Our Body; the human body, is a complex organization that has an important job to get done on a tight deadline. In order to get everything done perfectly and on time it has to use a system. Actually, the human body uses many systems that work side by side.

Visitors to OUR BODY:

Visitors to OUR BODY: THE UNIVERSE WITHIN will journey through a fascinating tour of the human body as a whole, then taken through each of the bodily system specimens to see first hand how each functions and also relates to all the other systems. This extraordinary exhibition was designed to educate, enlighten, and allow all who attend to understand the complexities of OUR BODY. Journey with us to view actual human bodies and specimens. Journey with us to see the amazing specimens of bones, blood vessels, nerves, muscles, hearts, livers….all of the human organs we all have. See and learn about your body…and how each system supports the other.


The human body contains more than 650 individual muscles which are attached to the skeleton, which provides the pulling power for us to actually move around. The primary function of the muscular system is to provide movement for the body. The muscular system consists of three different types of muscle tissues: skeletal, cardiac and smooth. Each of these different tissues has the ability to contract, which allows body movements and functions. There are two types of muscles in the system and they are the involuntary muscles and the voluntary muscles. Involuntary muscles we cannot control, and voluntary muscles we can control. They all allow the human body to move like a well-oiled machine.

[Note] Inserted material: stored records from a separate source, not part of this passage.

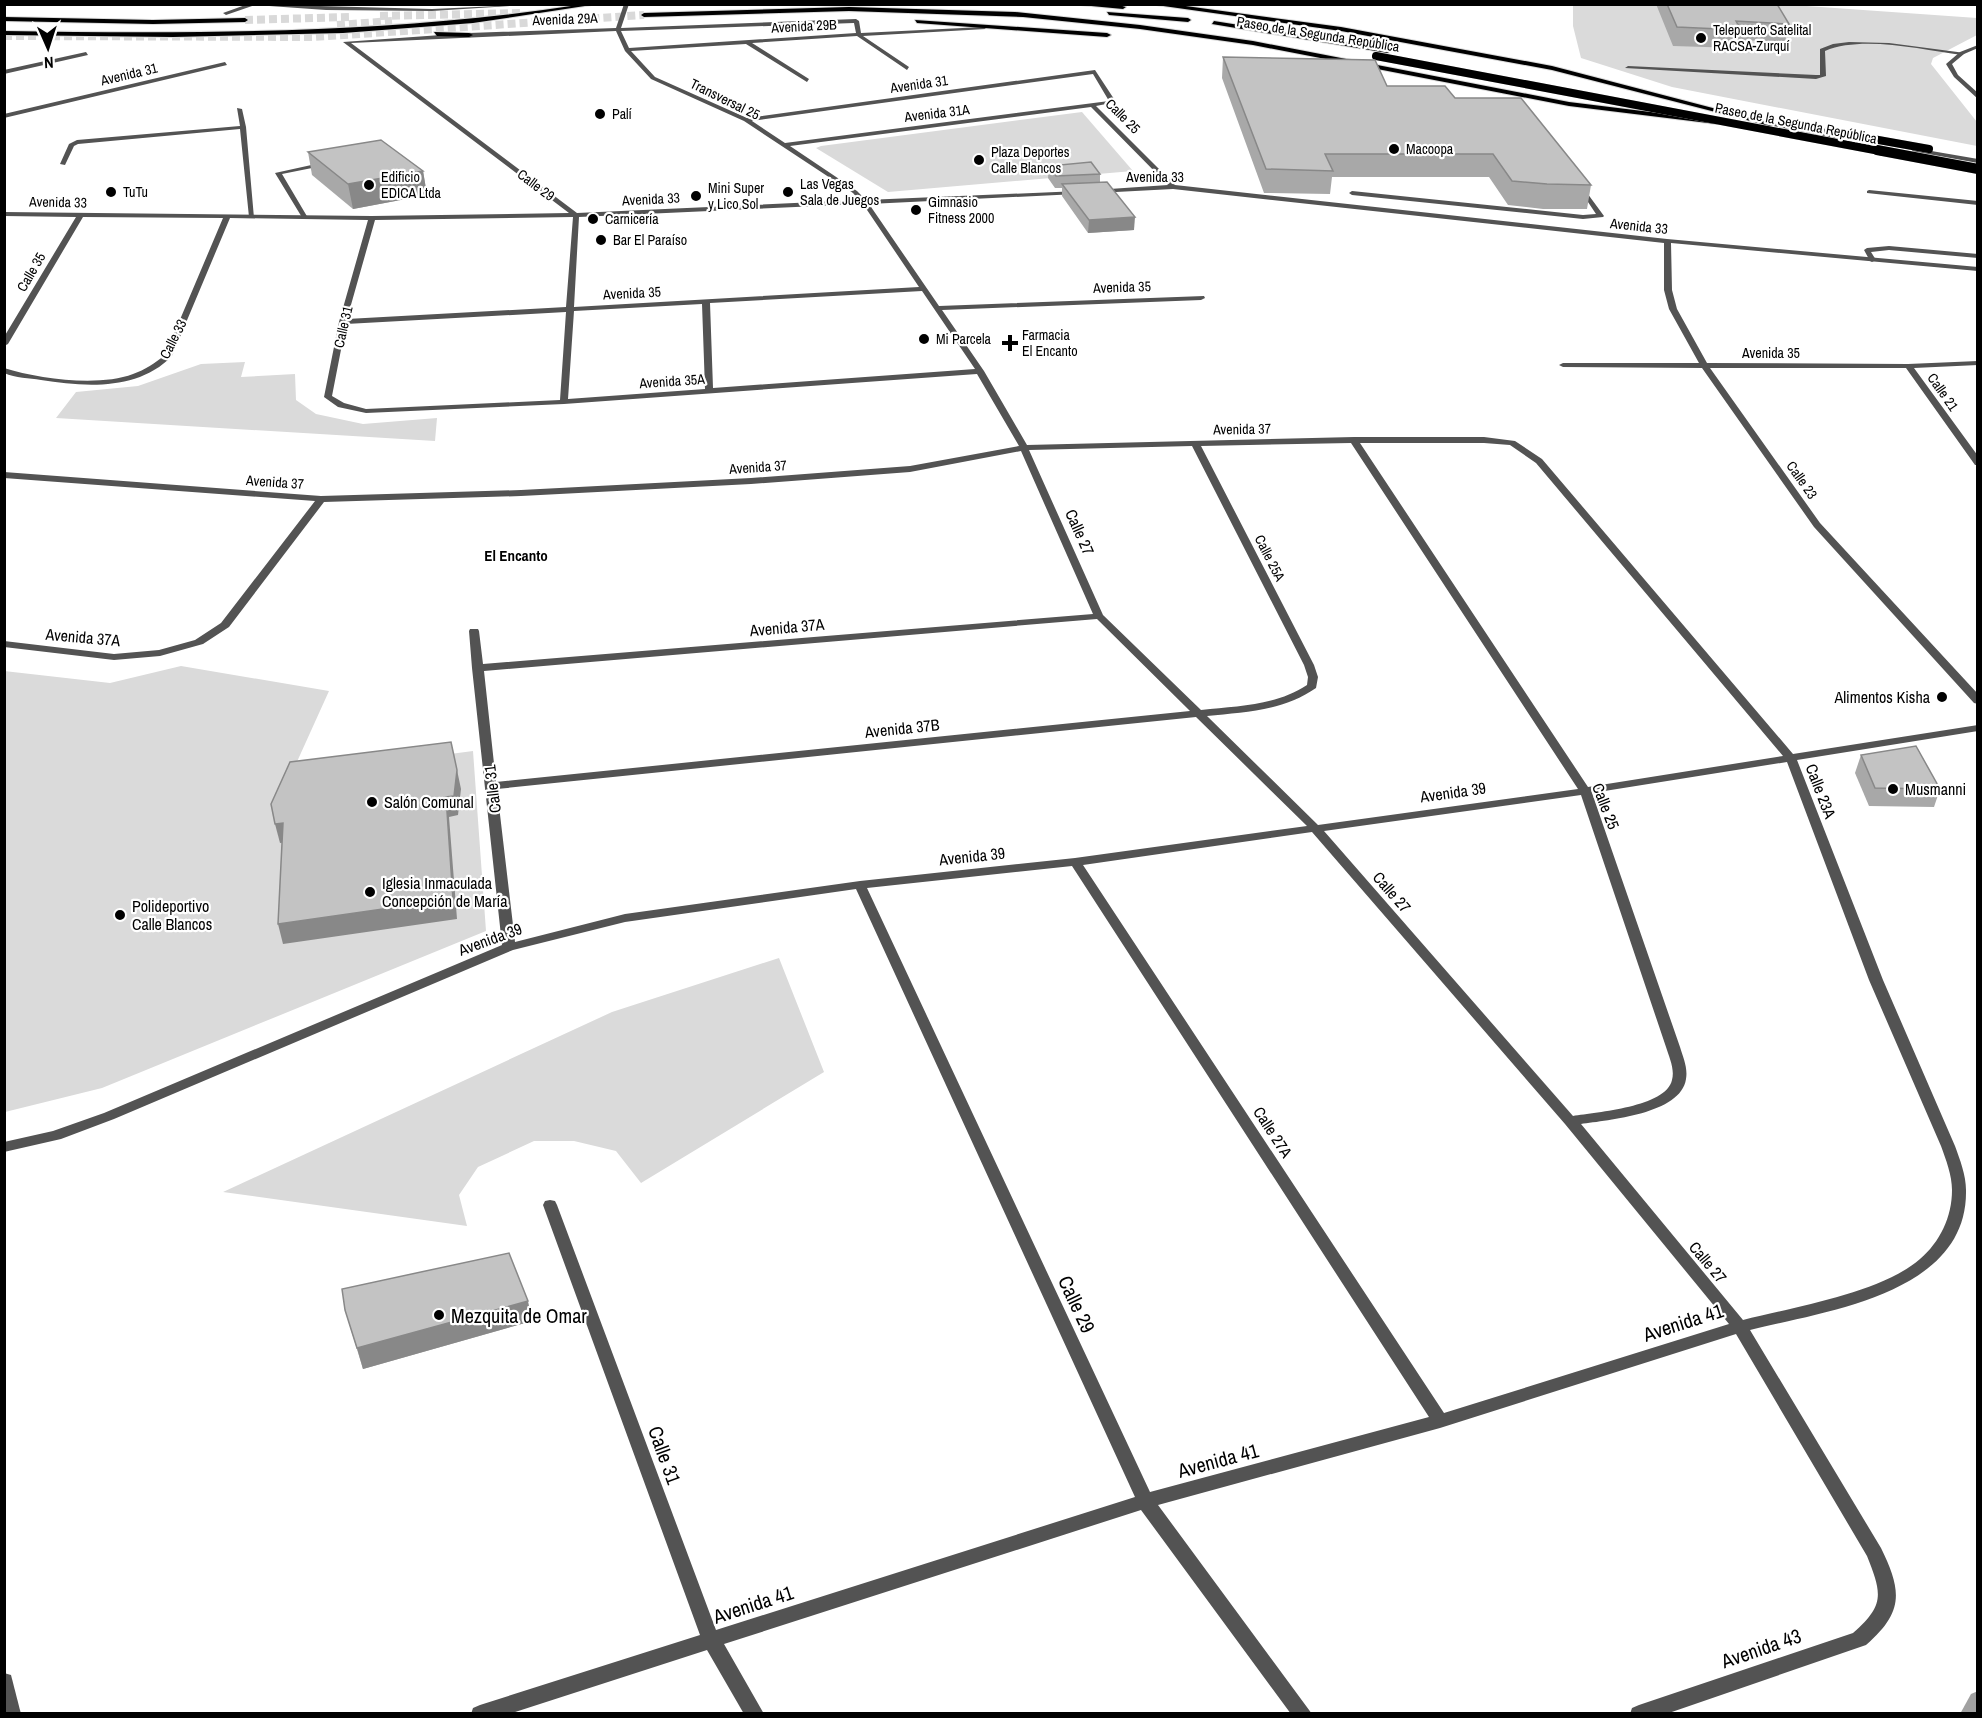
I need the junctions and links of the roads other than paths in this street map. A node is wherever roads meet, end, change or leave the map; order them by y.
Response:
1 (255, 4) edge
2 (538, 4) edge
3 (595, 4) edge
4 (627, 4) edge
5 (703, 4) edge
6 (1152, 4) edge
7 (999, 5) edge
8 (642, 7) tunnel mouth
9 (1072, 8) edge
10 (1059, 10) dead end
11 (226, 13) dead end
12 (1015, 14) junction
13 (644, 15) tunnel mouth
14 (4, 18) edge
15 (245, 20) tunnel mouth
16 (856, 21) junction
17 (867, 21) dead end
18 (911, 21) dead end
19 (1199, 21) dead end
20 (1210, 22) dead end
21 (4, 27) edge
22 (618, 29) junction
23 (983, 29) dead end
24 (4, 33) edge
25 (280, 33) junction
26 (71, 34) junction
27 (469, 35) junction
28 (859, 35) junction
29 (1118, 36) dead end
30 (1174, 41) dead end
31 (244, 42) dead end
32 (346, 42) joint
33 (747, 42) junction
34 (157, 44) dead end
35 (82, 45) dead end
36 (93, 45) dead end
37 (1977, 46) edge
38 (627, 50) junction
39 (1466, 52) junction
40 (1962, 53) junction
41 (86, 54) dead end
42 (225, 64) dead end
43 (1362, 64) junction
44 (907, 68) dead end
45 (1628, 68) dead end
46 (4, 72) edge
47 (1095, 72) joint
48 (807, 80) dead end
49 (1977, 97) edge
50 (1092, 105) junction
51 (239, 109) dead end
52 (4, 116) edge
53 (746, 120) junction
54 (1767, 126) junction
55 (243, 127) junction
56 (786, 145) junction
57 (63, 164) dead end
58 (328, 164) edge
59 (1977, 164) edge
60 (1575, 179) edge
61 (1173, 187) junction
62 (1869, 192) dead end
63 (1352, 193) edge
64 (864, 201) junction
65 (1427, 201) junction
66 (1977, 202) edge
67 (4, 214) edge
68 (81, 214) junction
69 (576, 215) junction
70 (1426, 216) junction
71 (227, 217) junction
72 (252, 217) junction
73 (305, 218) junction
74 (372, 218) junction
75 (1667, 241) junction
76 (1977, 256) edge
77 (1872, 260) junction
78 (1977, 269) edge
79 (923, 289) junction
80 (1201, 298) dead end
81 (706, 303) junction
82 (936, 308) junction
83 (568, 311) junction
84 (343, 322) junction
85 (4, 344) edge
86 (1977, 363) edge
87 (1563, 365) dead end
88 (1705, 366) junction
89 (1908, 366) junction
90 (4, 370) edge
91 (980, 371) junction
92 (710, 392) junction
93 (564, 402) junction
94 (366, 411) joint
95 (1354, 440) junction
96 (1195, 443) junction
97 (1512, 443) joint
98 (1024, 448) junction
99 (1977, 463) edge
100 (4, 475) edge
101 (321, 499) junction
102 (1099, 616) junction
103 (474, 631) dead end
104 (4, 644) edge
105 (477, 668) junction
106 (1312, 686) joint
107 (1977, 701) edge
108 (1197, 714) junction
109 (1977, 728) edge
110 (1791, 759) junction
111 (492, 786) junction
112 (1585, 791) junction
113 (1314, 827) junction
114 (1075, 862) junction
115 (860, 885) junction
116 (509, 947) junction
117 (1570, 1121) junction
118 (4, 1148) edge
119 (550, 1205) dead end
120 (1952, 1229) joint
121 (1740, 1327) junction
122 (1440, 1421) junction
123 (1145, 1502) junction
124 (1887, 1610) joint
125 (711, 1640) junction
126 (4, 1681) edge
127 (12, 1713) edge
128 (480, 1713) edge
129 (755, 1713) edge
130 (1303, 1713) edge
131 (1640, 1713) edge

1 - 2 street
1 - 11 street
3 - 25 highway
4 - 22 street
5 - 8 highway
6 - 39 highway
7 - 10 highway
9 - 19 highway
9 - 39 highway
12 - 13 highway, Paseo de la Segunda República
12 - 43 highway
12 - 59 highway, Paseo de la Segunda República, bridge
14 - 15 highway
16 - 17 highway
16 - 22 street, Avenida 29A
16 - 28 street
18 - 29 highway
20 - 59 highway, Paseo de la Segunda República, bridge
21 - 26 highway
22 - 27 street, Avenida 29A
22 - 38 street, Transversal 25
23 - 28 street, Avenida 29B
24 - 26 highway
25 - 26 highway
25 - 27 highway
27 - 32 street, Avenida 29A
28 - 33 street, Avenida 29B
28 - 44 street
30 - 43 highway
31 - 34 highway
32 - 69 street, Calle 29
33 - 38 street, Avenida 29B
33 - 48 street
35 - 36 highway
37 - 40 street
38 - 53 street, Transversal 25
39 - 54 highway
40 - 45 street
40 - 49 street
41 - 46 street
42 - 52 street, Avenida 31
43 - 54 highway
47 - 50 street, Calle 25
47 - 53 street, Avenida 31
50 - 56 street, Avenida 31A
50 - 61 street, Calle 25
51 - 55 street
53 - 56 street, Transversal 25
54 - 59 street
55 - 57 street
55 - 72 street
56 - 64 street, Transversal 25
58 - 73 street
60 - 65 street
61 - 64 street, Avenida 33
61 - 70 street, Avenida 33
62 - 66 street
63 - 65 street
64 - 69 street, Avenida 33
64 - 79 street, Calle 27
65 - 70 street
67 - 68 street, Avenida 33
68 - 71 street, Avenida 33
68 - 85 street, Calle 35
69 - 74 street, Avenida 33
69 - 83 street
70 - 75 street, Avenida 33
71 - 72 street, Avenida 33
71 - 90 street, Calle 33
72 - 73 street, Avenida 33
73 - 74 street, Avenida 33
74 - 84 street, Calle 31
75 - 77 street, Avenida 33
75 - 88 street, Calle 23
76 - 77 street
77 - 78 street, Avenida 33
79 - 81 street, Avenida 35
79 - 82 street, Calle 27
80 - 82 street, Avenida 35
81 - 83 street, Avenida 35
81 - 92 street
82 - 91 street, Calle 27
83 - 84 street, Avenida 35
83 - 93 street
84 - 94 street, Calle 31
86 - 89 street, Avenida 35
87 - 88 street, Avenida 35
88 - 89 street, Avenida 35
88 - 107 street, Calle 23
89 - 99 street, Calle 21
91 - 92 street, Avenida 35A
91 - 98 street, Calle 27
92 - 93 street, Avenida 35A
93 - 94 street, Avenida 35A
95 - 96 street, Avenida 37
95 - 97 street, Avenida 37
95 - 112 street, Calle 25
96 - 98 street, Avenida 37
96 - 106 street, Calle 25A
97 - 110 street, Calle 23A
98 - 101 street, Avenida 37
98 - 102 street, Calle 27
100 - 101 street, Avenida 37
101 - 104 street, Avenida 37A
102 - 105 street, Avenida 37A
102 - 108 street, Calle 27
103 - 105 street, Calle 31
105 - 111 street, Calle 31
106 - 108 street, Avenida 37B
108 - 111 street, Avenida 37B
108 - 113 street, Calle 27
109 - 110 street, Avenida 39
110 - 112 street, Avenida 39
110 - 120 street, Calle 23A
111 - 116 street, Calle 31
112 - 113 street, Avenida 39
112 - 117 street, Calle 25
113 - 114 street, Avenida 39
113 - 117 street, Calle 27
114 - 115 street, Avenida 39
114 - 122 street, Calle 27A
115 - 116 street, Avenida 39
115 - 123 street, Calle 29
116 - 118 street, Avenida 39
117 - 121 street, Calle 27
119 - 125 street, Calle 31
120 - 121 street, Avenida 41
121 - 122 street, Avenida 41
121 - 124 street, Calle 27
122 - 123 street, Avenida 41
123 - 125 street, Avenida 41
123 - 130 street, Calle 29
124 - 131 street, Avenida 43
125 - 128 street, Avenida 41
125 - 129 street, Calle 31
126 - 127 street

THE SKELETAL SYSTEM:The Skeletal system determines the shape of our body and protects its organs. It works in concert with the muscular system. The Skeletal system is made up of all your bones, ligaments, and tendons. It determines the shape and symmetry of the body; acts as a protective device for your organs and acts as a firm base for the attachments of all our muscles. Without bones, your muscles would not function properly.

The skeletons of men and women are similar; however the female skeleton is a bit lighter and smaller and includes a wider pelvis for birthing.


Our body’s circulatory system really has three distinct parts: pulmonary circulation (The Lungs), coronary circulation (The Heart), and systemic circulation (all the rest!). Each of these parts must be working independently in order for them all to work together.

On average, our body has approximately five liters of blood continually traveling through it by way of the circulatory system. The heart, the lungs and the blood vessels work together to form the circulatory system. Your heart pumps and forces the blood on its journey throughout your body.


NERVOUS SYSTEMThe nervous system of the human body is responsible for sending, receiving and processing nerve impulses throughout our body. All of the organs and muscles inside our bodies rely upon these nerve impulses to function. It is, literally, the master control unit of our body. The brain and the spinal cord make up the central nervous system. Sense organs provide the nervous system with information about the environment by means of the five senses; sight, hearing, smell, taste and touch. Nerves are connected throughout the body to the brain. They carry the information throughout the body in the form of electrochemical signals called impulses. These impulses travel from the brain and spinal cord to the nerves. The brain is largely made up of specialized cells called neurons. Each of these neurons has a cell body, or cyton, which contains the nucleus and organelles. It takes the cooperation of three systems to carry out the mission of the nervous system: The central, the peripheral and the autonomic.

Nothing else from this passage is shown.